Hazret-i Velîd bir fırsatını bularak kaçıp Medîne'ye geldi. Peygamber efendimiz,
Velîd'e diğer kardeşleri Seleme ile Iyaş'ın durumunu sordu. Hazret-i Velîd,
onların ayaklarının birbirine bağlı bulunduğunu, şiddetli azâb ve işkence içinde
kıvrandıklarını haber verdi.
Kim kurtarır?
Peygamberimiz, bu mağdûr Müslümanları müşriklerin ellerinden kurtarmak istiyordu.
Bunun için bir defasında sordu:
- Bunları kim kurtarıp Medîne'ye getirir?
Hemen ayağa kalkan Hazret-i Velîd dedi ki:
- Onları ben kurtarıp size getiririm, yâ Resûlallah!
Mekke'ye giden Hazret-i Velîd gizlice şehre girdi. Mahpuslara yemek götüren bir
kadından Hazret-i Seleme ile Hazret-i Iyaş'ın bulundukları yeri öğrendi.
Geceleyin oraya varan Velîd, bağlandıkları ipi kesti, onları devesine bindirerek
Mekke'den çıkardı.
Mazlûmların kaçtıklarını öğrenen müşrikler peşlerine düştülerse de, onları ele
geçiremediler. Hazret-i Velîd kurtardığı iki arkadaşıyla birlikte Medîne'ye
geldiğinde yürümekten ayak parmakları parçalanmış, kanlar içinde kalmıştı. İki
mümtaz sahâbînin kurtulduğunu öğrenen Peygamberimiz çok sevinmişti.

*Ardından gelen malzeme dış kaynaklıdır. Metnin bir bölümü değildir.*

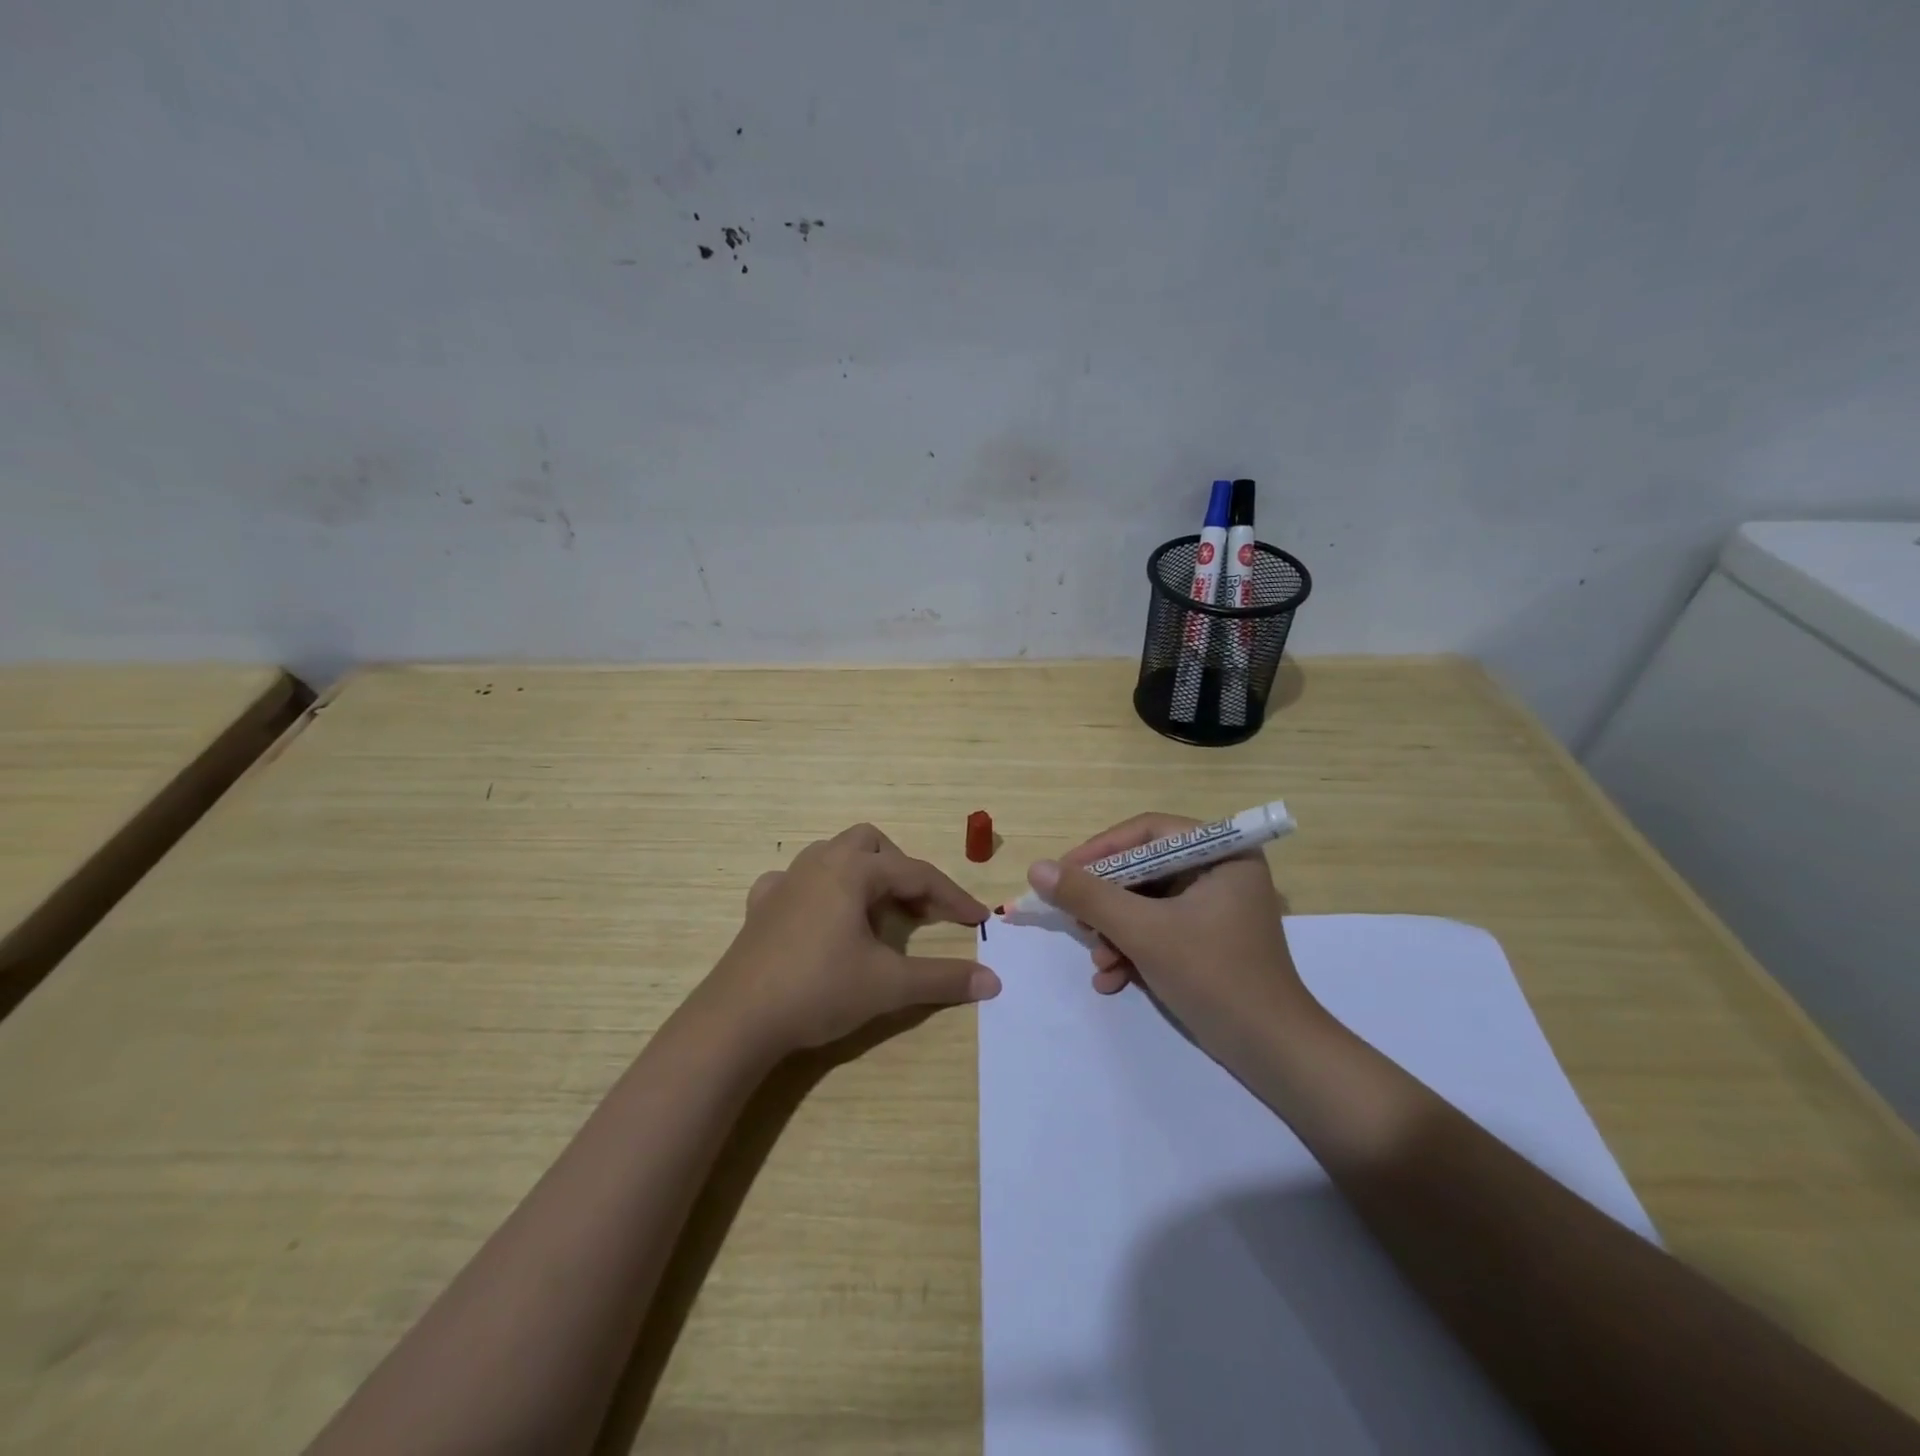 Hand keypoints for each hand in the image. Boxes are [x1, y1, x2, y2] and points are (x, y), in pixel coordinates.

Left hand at [700, 823, 996, 1056]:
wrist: (738, 1019)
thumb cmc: (819, 989)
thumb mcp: (888, 985)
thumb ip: (942, 978)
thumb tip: (993, 981)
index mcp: (853, 870)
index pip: (917, 874)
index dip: (953, 897)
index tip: (979, 920)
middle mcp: (819, 862)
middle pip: (871, 844)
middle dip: (901, 870)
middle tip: (918, 910)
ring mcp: (785, 881)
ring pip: (833, 855)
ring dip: (862, 875)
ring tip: (874, 914)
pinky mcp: (761, 905)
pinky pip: (796, 881)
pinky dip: (818, 891)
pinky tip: (820, 919)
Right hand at [1027, 813, 1321, 1058]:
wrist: (1272, 1053)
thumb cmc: (1214, 977)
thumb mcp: (1143, 932)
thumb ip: (1088, 896)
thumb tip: (1036, 868)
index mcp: (1222, 853)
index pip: (1147, 833)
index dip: (1100, 850)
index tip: (1062, 873)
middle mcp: (1220, 871)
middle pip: (1143, 870)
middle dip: (1106, 903)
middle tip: (1077, 923)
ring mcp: (1215, 907)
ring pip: (1145, 903)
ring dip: (1115, 932)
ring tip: (1100, 962)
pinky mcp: (1207, 938)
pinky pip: (1158, 928)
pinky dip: (1133, 949)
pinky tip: (1112, 979)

Hazret-i Seleme artık rahattı. Peygamberimizin vefâtına kadar Medîne'de kaldı.
Hazret-i Ebû Bekir'in hilâfetinde Suriye seferine katılan mücâhitler arasında
yer aldı. Hazret-i Ömer'in halîfeliği sırasında vuku bulan Mercu's-Sufr
savaşında, Hicretin 14. senesi Muharrem ayında şehîd düştü.